[[ Listed entries, beginning ]]

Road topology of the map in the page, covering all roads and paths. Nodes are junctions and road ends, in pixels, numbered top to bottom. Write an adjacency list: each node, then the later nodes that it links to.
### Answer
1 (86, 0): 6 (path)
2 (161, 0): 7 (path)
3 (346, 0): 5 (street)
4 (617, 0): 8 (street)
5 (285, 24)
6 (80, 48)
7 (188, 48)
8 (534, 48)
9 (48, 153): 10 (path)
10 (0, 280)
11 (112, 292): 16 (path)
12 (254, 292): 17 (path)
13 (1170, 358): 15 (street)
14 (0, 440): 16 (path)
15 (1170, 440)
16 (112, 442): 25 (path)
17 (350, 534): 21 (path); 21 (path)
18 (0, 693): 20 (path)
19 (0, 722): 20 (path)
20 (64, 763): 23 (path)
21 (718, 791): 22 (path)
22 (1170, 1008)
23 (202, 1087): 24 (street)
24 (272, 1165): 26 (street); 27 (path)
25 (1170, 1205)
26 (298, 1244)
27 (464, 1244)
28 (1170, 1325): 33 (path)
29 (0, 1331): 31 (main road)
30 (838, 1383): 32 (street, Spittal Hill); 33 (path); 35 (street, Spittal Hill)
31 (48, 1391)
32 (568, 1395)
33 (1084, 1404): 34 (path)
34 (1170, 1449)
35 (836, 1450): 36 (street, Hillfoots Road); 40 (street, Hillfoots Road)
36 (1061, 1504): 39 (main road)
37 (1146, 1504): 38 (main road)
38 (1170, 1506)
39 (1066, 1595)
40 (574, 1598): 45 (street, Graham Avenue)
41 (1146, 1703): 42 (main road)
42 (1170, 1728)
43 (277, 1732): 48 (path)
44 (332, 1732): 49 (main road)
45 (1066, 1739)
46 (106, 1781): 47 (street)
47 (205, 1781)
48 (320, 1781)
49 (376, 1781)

[[ Listed entries, end ]]
[[ Listed entries, beginning ]]

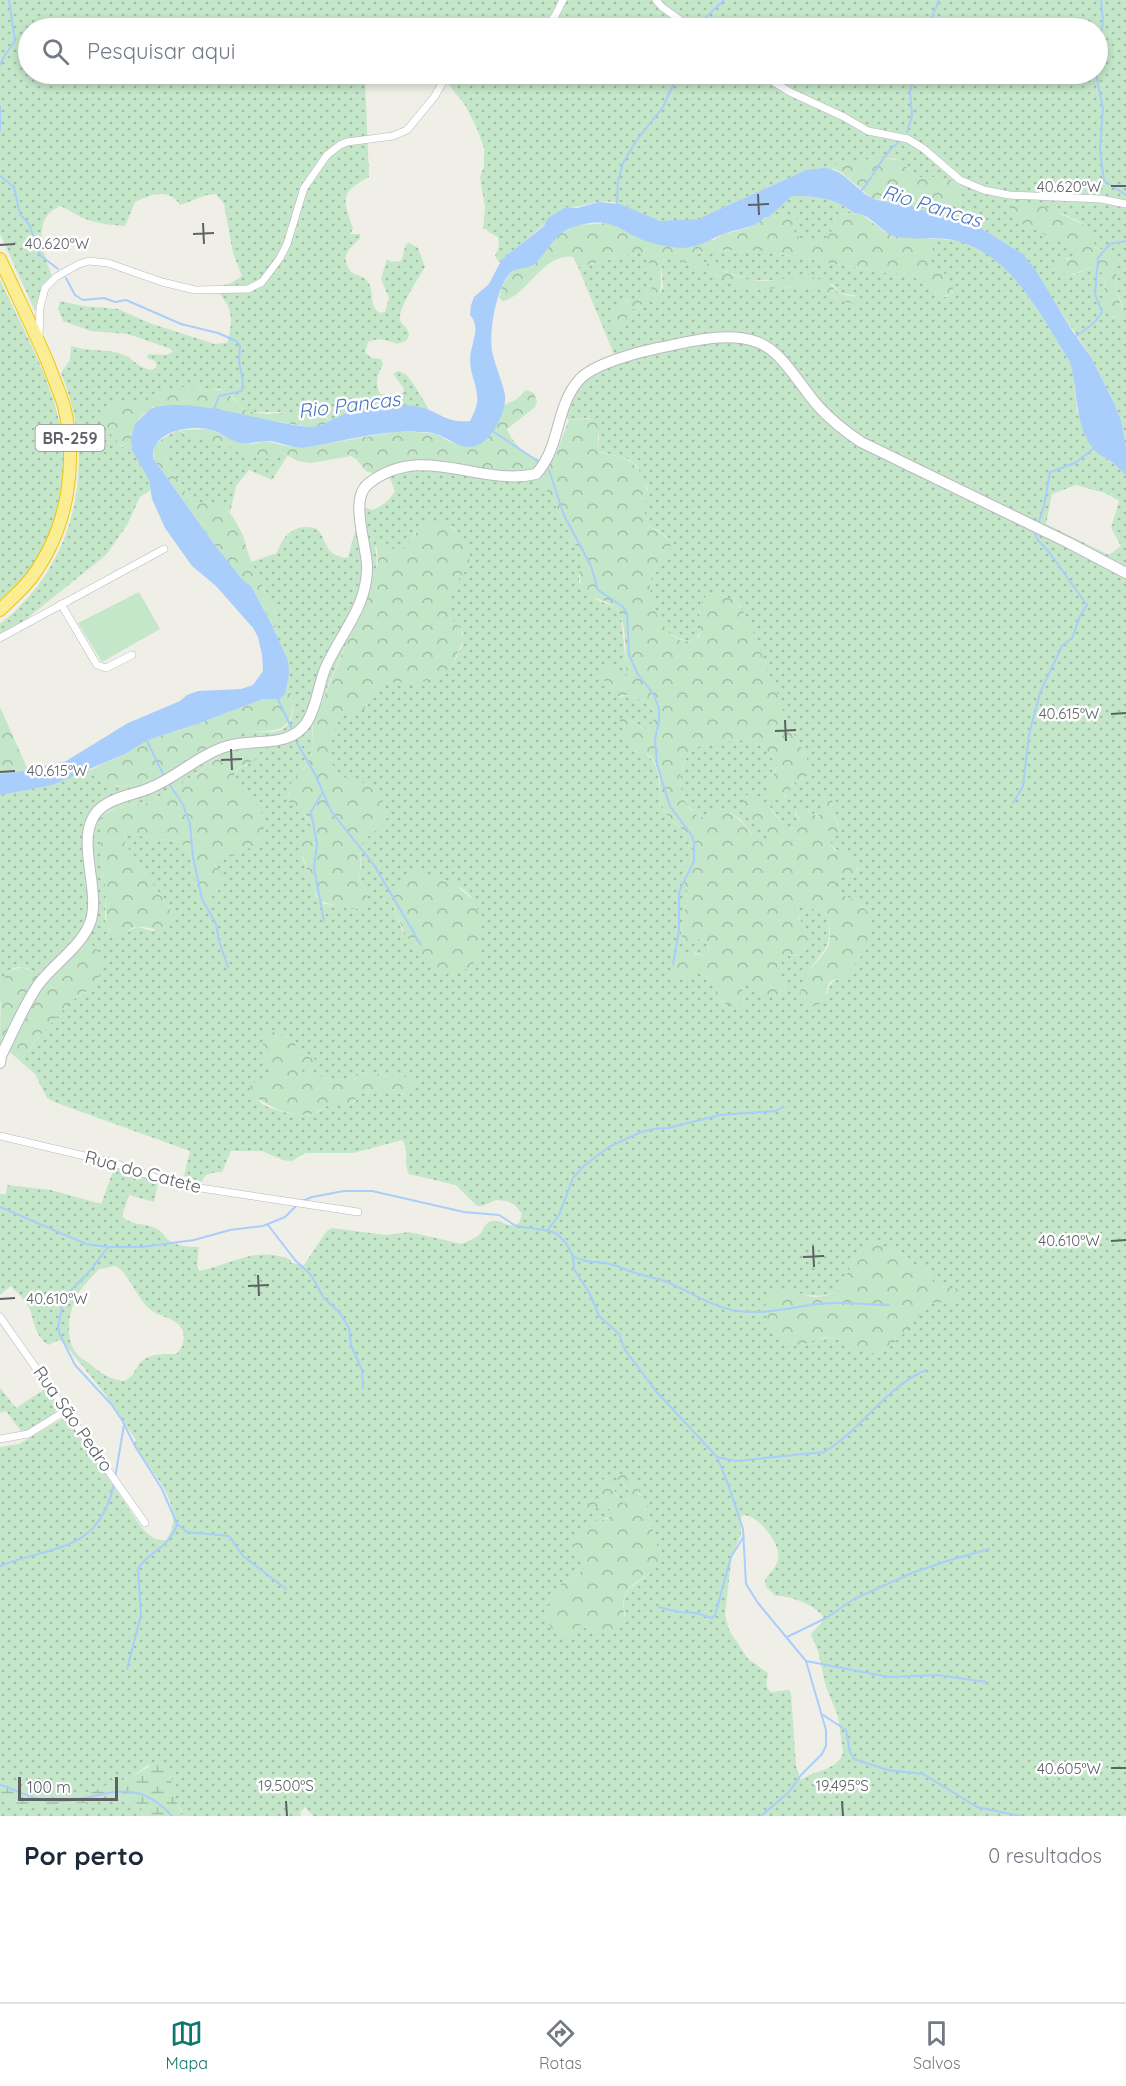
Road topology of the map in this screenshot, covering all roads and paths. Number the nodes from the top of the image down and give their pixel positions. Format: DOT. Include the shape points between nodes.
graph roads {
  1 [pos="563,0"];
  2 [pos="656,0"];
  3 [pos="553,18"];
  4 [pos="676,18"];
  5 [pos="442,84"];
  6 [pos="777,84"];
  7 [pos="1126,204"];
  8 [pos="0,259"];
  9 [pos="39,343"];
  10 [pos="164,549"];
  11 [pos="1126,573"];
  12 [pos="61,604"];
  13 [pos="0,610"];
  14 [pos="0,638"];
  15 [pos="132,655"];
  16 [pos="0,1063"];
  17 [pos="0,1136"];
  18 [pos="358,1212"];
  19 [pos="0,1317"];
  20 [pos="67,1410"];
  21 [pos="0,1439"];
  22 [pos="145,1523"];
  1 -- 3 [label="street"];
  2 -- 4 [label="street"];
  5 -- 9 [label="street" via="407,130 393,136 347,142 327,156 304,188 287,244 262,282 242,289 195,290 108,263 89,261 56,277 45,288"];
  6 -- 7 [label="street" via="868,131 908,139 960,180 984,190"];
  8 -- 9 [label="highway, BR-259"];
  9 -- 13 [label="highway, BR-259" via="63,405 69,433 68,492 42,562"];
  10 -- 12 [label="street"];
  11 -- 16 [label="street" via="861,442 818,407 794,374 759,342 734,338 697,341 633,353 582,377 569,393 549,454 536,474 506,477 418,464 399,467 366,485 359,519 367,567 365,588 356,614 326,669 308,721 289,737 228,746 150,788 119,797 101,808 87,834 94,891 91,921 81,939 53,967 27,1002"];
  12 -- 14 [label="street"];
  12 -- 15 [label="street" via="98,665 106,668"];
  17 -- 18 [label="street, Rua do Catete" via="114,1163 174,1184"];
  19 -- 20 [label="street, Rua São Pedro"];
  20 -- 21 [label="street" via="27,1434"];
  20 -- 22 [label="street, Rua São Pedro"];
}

[[ Listed entries, end ]]
[[ Listed entries, beginning ]]

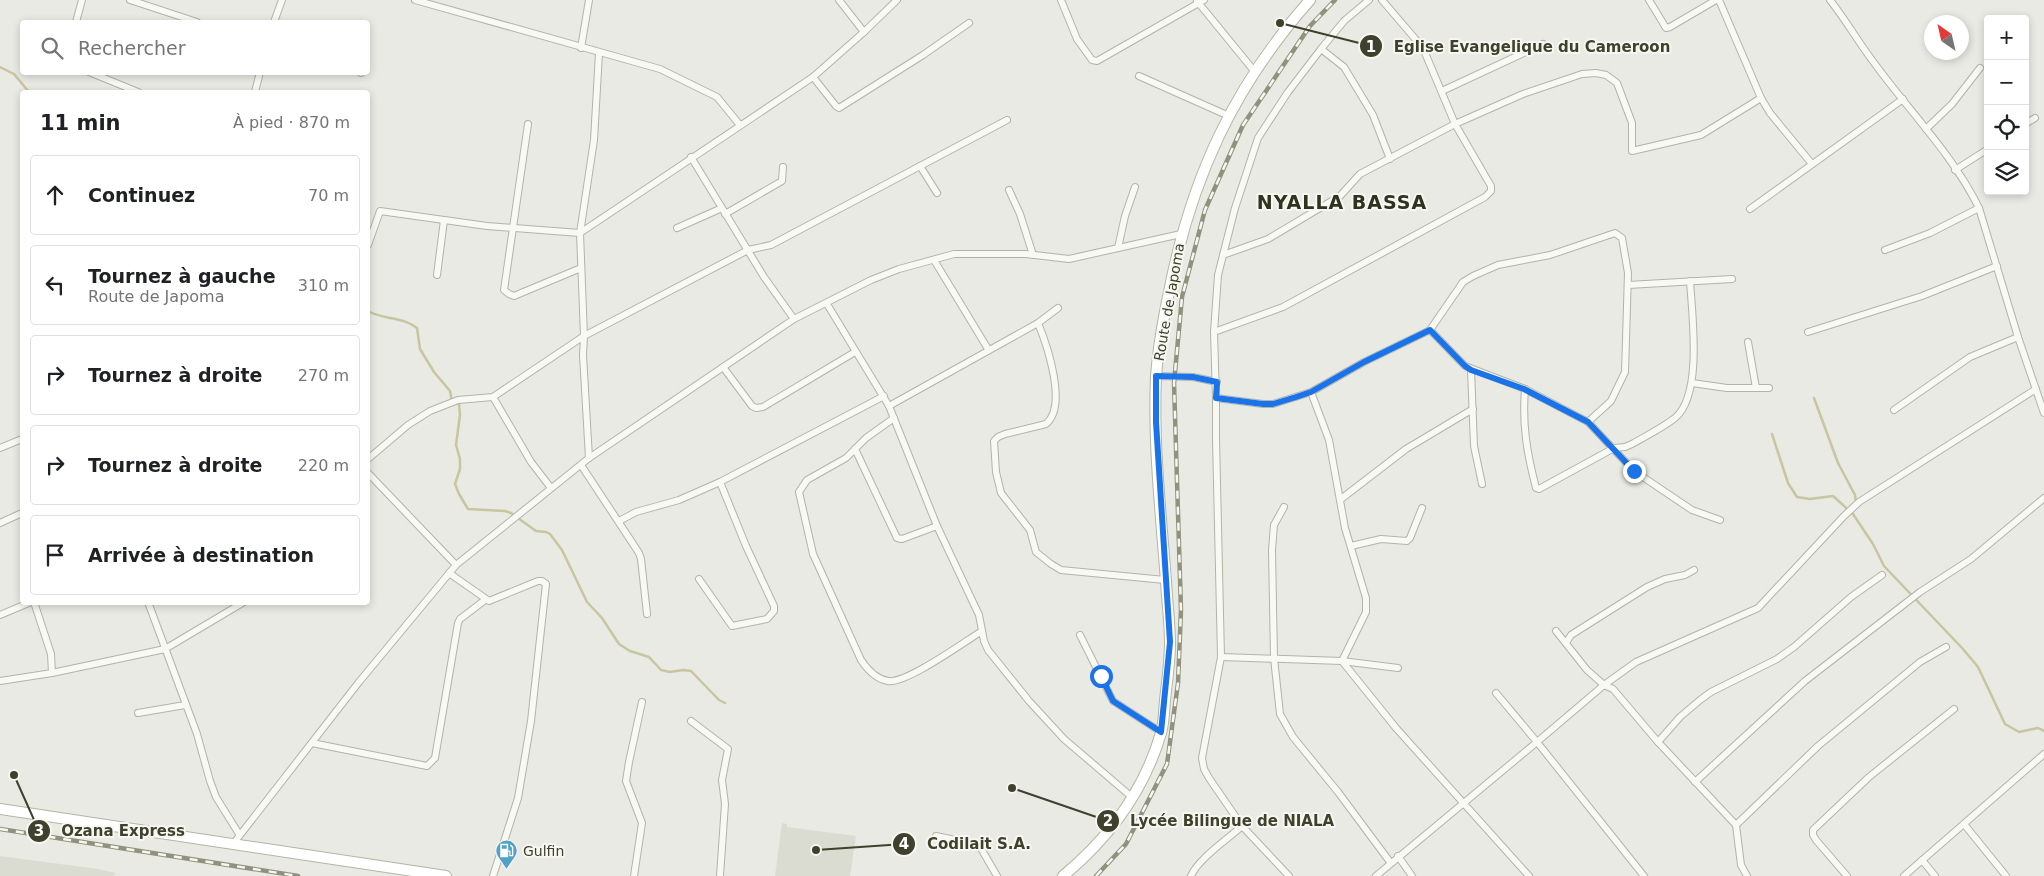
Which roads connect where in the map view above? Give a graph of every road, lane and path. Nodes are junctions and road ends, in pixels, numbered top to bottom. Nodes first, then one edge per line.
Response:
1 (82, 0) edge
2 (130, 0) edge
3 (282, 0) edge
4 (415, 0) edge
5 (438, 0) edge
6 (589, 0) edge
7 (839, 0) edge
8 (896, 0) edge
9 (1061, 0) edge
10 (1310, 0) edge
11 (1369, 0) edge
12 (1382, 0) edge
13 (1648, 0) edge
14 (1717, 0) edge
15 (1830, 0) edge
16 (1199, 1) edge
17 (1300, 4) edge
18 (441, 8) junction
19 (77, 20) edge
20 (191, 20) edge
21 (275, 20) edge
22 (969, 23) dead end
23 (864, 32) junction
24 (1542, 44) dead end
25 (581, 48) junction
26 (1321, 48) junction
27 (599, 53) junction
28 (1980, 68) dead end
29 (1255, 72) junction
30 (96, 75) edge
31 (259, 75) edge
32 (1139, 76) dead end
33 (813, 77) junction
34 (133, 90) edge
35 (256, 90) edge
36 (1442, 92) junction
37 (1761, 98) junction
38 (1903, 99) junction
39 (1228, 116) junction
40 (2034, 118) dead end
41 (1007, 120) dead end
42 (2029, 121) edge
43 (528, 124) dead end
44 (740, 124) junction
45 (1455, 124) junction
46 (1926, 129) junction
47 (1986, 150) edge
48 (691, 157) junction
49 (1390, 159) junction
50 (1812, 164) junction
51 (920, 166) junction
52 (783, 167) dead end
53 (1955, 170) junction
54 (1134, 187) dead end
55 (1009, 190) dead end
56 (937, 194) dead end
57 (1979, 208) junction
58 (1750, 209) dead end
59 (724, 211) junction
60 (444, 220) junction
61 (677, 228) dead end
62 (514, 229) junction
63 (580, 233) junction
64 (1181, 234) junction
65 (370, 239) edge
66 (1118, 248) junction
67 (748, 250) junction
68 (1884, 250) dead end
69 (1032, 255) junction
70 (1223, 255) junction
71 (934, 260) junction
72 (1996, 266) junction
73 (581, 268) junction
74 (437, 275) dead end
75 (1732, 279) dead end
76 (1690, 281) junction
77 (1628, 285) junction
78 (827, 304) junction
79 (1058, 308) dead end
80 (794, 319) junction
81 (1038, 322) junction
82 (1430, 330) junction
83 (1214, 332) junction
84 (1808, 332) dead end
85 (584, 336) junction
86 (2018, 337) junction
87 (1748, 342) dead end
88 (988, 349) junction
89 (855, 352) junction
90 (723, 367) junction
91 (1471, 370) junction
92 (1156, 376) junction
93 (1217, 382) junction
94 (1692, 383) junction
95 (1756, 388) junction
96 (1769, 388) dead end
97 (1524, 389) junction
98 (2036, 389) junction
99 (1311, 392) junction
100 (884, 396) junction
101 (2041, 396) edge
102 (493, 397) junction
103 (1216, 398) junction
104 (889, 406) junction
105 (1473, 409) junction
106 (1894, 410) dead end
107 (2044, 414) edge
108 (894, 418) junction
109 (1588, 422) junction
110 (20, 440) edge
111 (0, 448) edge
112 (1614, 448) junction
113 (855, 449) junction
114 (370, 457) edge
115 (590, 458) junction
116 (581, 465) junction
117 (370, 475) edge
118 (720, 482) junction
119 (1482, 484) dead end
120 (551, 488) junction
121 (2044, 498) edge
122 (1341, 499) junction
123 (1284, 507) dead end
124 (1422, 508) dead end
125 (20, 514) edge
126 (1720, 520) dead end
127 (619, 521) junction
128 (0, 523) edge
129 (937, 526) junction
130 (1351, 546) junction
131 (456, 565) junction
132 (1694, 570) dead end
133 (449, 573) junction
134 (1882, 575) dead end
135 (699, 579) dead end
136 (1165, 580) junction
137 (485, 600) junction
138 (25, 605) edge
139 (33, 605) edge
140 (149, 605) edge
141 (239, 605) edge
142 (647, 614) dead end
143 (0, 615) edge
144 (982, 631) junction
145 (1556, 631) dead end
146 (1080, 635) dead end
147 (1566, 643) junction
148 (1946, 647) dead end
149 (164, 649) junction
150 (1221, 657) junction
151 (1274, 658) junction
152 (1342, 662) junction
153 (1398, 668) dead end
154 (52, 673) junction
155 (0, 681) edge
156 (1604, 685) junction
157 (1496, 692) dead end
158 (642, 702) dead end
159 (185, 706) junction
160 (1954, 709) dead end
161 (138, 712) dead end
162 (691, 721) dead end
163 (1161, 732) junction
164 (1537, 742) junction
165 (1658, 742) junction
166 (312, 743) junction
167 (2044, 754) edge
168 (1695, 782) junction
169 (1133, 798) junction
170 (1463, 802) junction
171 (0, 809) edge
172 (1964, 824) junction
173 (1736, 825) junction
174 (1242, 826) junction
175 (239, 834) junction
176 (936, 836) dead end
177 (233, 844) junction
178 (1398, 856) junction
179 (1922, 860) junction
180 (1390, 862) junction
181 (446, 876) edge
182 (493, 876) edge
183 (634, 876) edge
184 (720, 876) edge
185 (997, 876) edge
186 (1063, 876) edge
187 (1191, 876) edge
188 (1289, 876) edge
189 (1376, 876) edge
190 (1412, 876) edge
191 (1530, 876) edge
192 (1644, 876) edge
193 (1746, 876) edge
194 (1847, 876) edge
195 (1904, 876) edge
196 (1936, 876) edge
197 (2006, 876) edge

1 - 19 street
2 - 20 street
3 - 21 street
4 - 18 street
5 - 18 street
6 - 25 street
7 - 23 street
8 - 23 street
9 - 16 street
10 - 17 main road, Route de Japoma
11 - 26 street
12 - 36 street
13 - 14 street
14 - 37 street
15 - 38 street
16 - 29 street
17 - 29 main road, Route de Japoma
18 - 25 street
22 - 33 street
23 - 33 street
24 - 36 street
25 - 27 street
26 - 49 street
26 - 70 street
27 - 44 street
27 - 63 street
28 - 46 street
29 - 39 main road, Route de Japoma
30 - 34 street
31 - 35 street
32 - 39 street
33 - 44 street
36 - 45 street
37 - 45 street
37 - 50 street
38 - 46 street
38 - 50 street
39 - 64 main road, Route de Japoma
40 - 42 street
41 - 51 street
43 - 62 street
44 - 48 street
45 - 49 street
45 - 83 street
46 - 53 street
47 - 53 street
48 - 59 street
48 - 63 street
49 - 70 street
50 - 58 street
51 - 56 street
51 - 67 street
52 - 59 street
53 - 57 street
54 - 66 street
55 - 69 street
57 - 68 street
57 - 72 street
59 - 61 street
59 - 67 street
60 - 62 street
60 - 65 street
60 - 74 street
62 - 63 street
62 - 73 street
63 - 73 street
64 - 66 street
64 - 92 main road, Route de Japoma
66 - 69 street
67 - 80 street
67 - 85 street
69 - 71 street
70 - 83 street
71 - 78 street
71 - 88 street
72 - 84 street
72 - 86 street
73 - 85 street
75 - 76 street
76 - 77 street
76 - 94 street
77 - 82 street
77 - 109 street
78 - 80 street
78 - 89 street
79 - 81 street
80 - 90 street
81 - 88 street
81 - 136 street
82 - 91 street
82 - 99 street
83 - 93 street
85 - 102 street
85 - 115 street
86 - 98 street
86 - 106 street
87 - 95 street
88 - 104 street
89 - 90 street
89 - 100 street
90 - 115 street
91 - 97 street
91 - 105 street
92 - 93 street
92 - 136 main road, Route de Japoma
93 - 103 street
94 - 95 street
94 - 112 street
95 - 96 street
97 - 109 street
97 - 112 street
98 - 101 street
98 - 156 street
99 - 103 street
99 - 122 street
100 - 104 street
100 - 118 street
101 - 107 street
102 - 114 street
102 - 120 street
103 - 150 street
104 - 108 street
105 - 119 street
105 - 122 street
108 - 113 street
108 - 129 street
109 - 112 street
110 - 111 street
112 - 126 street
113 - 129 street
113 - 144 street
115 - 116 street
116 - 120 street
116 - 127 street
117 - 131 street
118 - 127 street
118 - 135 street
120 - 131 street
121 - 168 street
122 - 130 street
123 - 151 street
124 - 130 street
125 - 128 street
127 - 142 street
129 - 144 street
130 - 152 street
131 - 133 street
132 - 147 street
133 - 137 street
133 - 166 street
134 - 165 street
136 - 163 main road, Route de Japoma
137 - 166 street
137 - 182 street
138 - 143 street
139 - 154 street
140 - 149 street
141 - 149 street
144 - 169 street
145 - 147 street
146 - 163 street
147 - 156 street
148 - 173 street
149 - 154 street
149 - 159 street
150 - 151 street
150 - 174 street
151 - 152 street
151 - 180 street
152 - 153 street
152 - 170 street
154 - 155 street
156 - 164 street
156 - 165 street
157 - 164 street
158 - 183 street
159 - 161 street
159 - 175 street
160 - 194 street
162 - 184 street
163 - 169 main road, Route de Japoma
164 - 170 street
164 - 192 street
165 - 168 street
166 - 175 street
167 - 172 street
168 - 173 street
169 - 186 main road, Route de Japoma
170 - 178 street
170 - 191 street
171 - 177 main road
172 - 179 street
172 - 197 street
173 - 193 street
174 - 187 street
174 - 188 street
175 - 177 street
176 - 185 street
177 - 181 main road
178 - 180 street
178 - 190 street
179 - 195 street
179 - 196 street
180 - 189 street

[[ Listed entries, end ]]

Directions | Whenever the word "graph" shows up in a line of the entries above, copy that line.

Written solution |
graph roads {
Which roads connect where in the map view above? Give a graph of every road, lane and path. Nodes are junctions and road ends, in pixels, numbered top to bottom. Nodes first, then one edge per line.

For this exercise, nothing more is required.